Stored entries
---
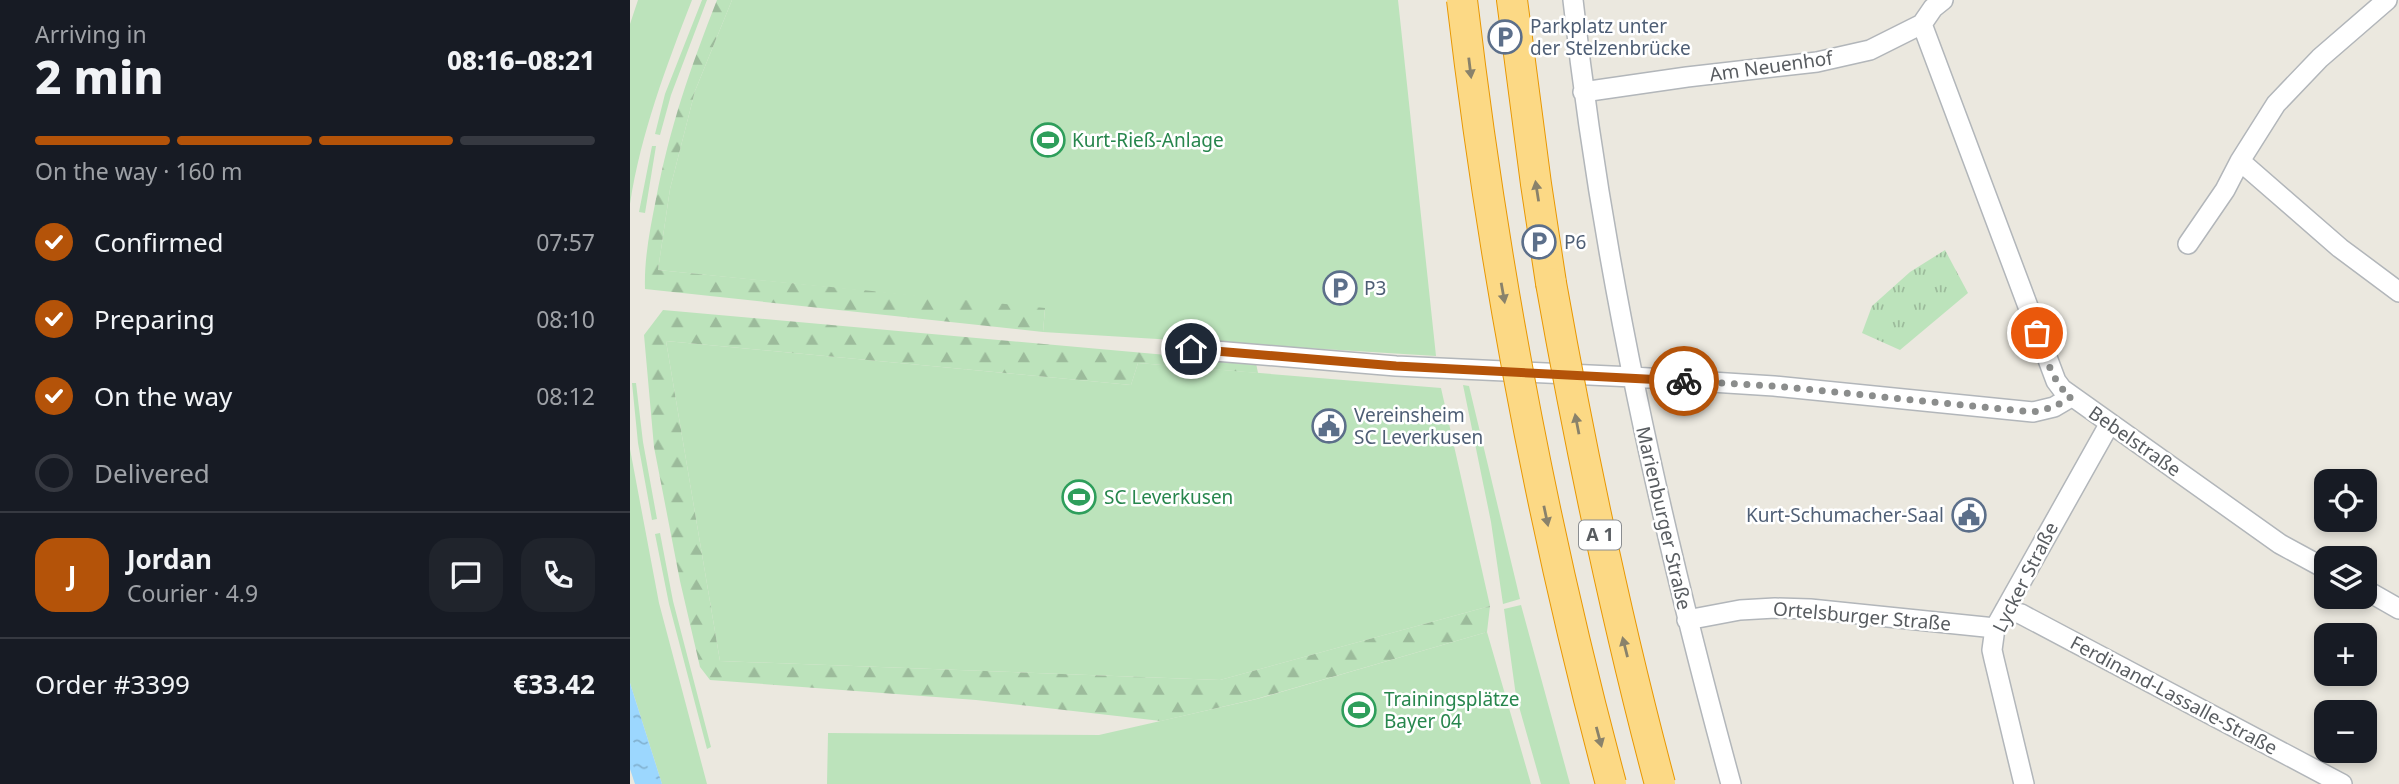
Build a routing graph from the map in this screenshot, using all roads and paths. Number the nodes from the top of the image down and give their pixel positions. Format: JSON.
{"nodes":[{"id":1,"x":1462,"y":0,"type":"edge"},
{"id":2,"x":1512,"y":0,"type":"edge"},
{"id":3,"x":1573,"y":0,"type":"edge"},
{"id":4,"x":1943,"y":0,"type":"edge"},
{"id":5,"x":2387,"y":0,"type":"edge"},
{"id":6,"x":1922,"y":24,"type":"junction"},
{"id":7,"x":1583,"y":92,"type":"junction"},
{"id":8,"x":2240,"y":161,"type":"junction"},
{"id":9,"x":2188,"y":244,"type":"dead end"},
{"id":10,"x":2399,"y":292,"type":"edge"},
{"id":11,"x":1191,"y":349,"type":"dead end"},
{"id":12,"x":1633,"y":377,"type":"junction"},
{"id":13,"x":2071,"y":397,"type":"junction"},
{"id":14,"x":2110,"y":423,"type":"junction"},
{"id":15,"x":2314,"y":562,"type":"edge"},
{"id":16,"x":2377,"y":596,"type":"edge"},
{"id":17,"x":2399,"y":609,"type":"edge"},
{"id":18,"x":2005,"y":610,"type":"junction"},
{"id":19,"x":1687,"y":620,"type":"junction"},
{"id":20,"x":1995,"y":628,"type":"junction"},
{"id":21,"x":1611,"y":784,"type":"edge"},
{"id":22,"x":1660,"y":784,"type":"edge"},
{"id":23,"x":1731,"y":784,"type":"edge"},
{"id":24,"x":2024,"y":784,"type":"edge"},
{"id":25,"x":2342,"y":784,"type":"edge"}],
"edges":[{"from":1,"to":21,"type":"highway","number":"A 1","one_way":true,"bridge":true},
{"from":22,"to":2,"type":"highway","number":"A 1","one_way":true,"bridge":true},
{"from":3,"to":7,"type":"street","name":"Marienburger Straße"},
{"from":4,"to":6,"type":"street","name":"Am Neuenhof"},
{"from":5,"to":8,"type":"street"},
{"from":6,"to":7,"type":"street","name":"Am Neuenhof"},
{"from":6,"to":13,"type":"street","name":"Bebelstraße"},
{"from":7,"to":12,"type":"street","name":"Marienburger Straße"},
{"from":8,"to":9,"type":"street"},
{"from":8,"to":10,"type":"street"},
{"from":11,"to":12,"type":"street"},
{"from":12,"to":13,"type":"street"},
{"from":12,"to":19,"type":"street","name":"Marienburger Straße"},
{"from":13,"to":14,"type":"street","name":"Bebelstraße"},
{"from":14,"to":15,"type":"street","name":"Bebelstraße"},
{"from":14,"to":18,"type":"street","name":"Lycker Straße"},
{"from":16,"to":17,"type":"street"},
{"from":18,"to":20,"type":"street","name":"Lycker Straße"},
{"from":18,"to":25,"type":"street","name":"Ferdinand-Lassalle-Straße"},
{"from":19,"to":20,"type":"street","name":"Ortelsburger Straße"},
{"from":19,"to":23,"type":"street","name":"Marienburger Straße"},
{"from":20,"to":24,"type":"street","name":"Lycker Straße"}]}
---
**WHAT THE EXERCISE ASKS**: All entries must come back exactly as written, though without their pictures.

**TASK SOLUTION**:
Build a routing graph from the map in this screenshot, using all roads and paths. Number the nodes from the top of the image down and give their pixel positions. Format: JSON.
{"nodes":[{"id":1,"x":1462,"y":0,"type":"edge"},
{"id":2,"x":1512,"y":0,"type":"edge"},
{"id":3,"x":1573,"y":0,"type":"edge"},
{"id":4,"x":1943,"y":0,"type":"edge"},
{"id":5,"x":2387,"y":0,"type":"edge"},
{"id":6,"x":1922,"y":24,"type":"junction"},
{"id":7,"x":1583,"y":92,"type":"junction"},
{"id":8,"x":2240,"y":161,"type":"junction"},
{"id":9,"x":2188,"y":244,"type":"dead end"},
{"id":10,"x":2399,"y":292,"type":"edge"},
{"id":11,"x":1191,"y":349,"type":"dead end"},
{"id":12,"x":1633,"y":377,"type":"junction"},
{"id":13,"x":2071,"y":397,"type":"junction"},
{"id":14,"x":2110,"y":423,"type":"junction"},
{"id":15,"x":2314,"y":562,"type":"edge"},
{"id":16,"x":2377,"y":596,"type":"edge"},
{"id":17,"x":2399,"y":609,"type":"edge"},
{"id":18,"x":2005,"y":610,"type":"junction"},
{"id":19,"x":1687,"y":620,"type":"junction"},
{"id":20,"x":1995,"y":628,"type":"junction"},
{"id":21,"x":1611,"y":784,"type":"edge"},
{"id":22,"x":1660,"y":784,"type":"edge"},
{"id":23,"x":1731,"y":784,"type":"edge"},
{"id":24,"x":2024,"y":784,"type":"edge"},
{"id":25,"x":2342,"y":784,"type":"edge"}],
"edges":[{"from":1,"to":21,"type":"highway","number":"A 1","one_way":true,"bridge":true},
{"from":22,"to":2,"type":"highway","number":"A 1","one_way":true,"bridge":true},
{"from":3,"to":7,"type":"street","name":"Marienburger Straße"},
{"from":4,"to":6,"type":"street","name":"Am Neuenhof"},
{"from":5,"to":8,"type":"street"},
{"from":6,"to":7,"type":"street","name":"Am Neuenhof"},
{"from":6,"to":13,"type":"street","name":"Bebelstraße"},
{"from":7,"to":12,"type":"street","name":"Marienburger Straße"},
{"from":8,"to":9,"type":"street"},
{"from":8,"to":10,"type":"street"},
{"from":11,"to":12,"type":"street"},
{"from":12,"to":13,"type":"street"},
{"from":12,"to":19,"type":"street","name":"Marienburger Straße"},
{"from":13,"to":14,"type":"street","name":"Bebelstraße"},
{"from":14,"to":15,"type":"street","name":"Bebelstraße"},
{"from":14,"to":18,"type":"street","name":"Lycker Straße"},
{"from":16,"to":17,"type":"street"},
{"from":18,"to":20,"type":"street","name":"Lycker Straße"},
{"from":18,"to":25,"type":"street","name":"Ferdinand-Lassalle-Straße"},
{"from":19,"to":20,"type":"street","name":"Ortelsburger Straße"},
{"from":19,"to":23,"type":"street","name":"Marienburger Straße"},
{"from":20,"to":24,"type":"street","name":"Lycker Straße"}]}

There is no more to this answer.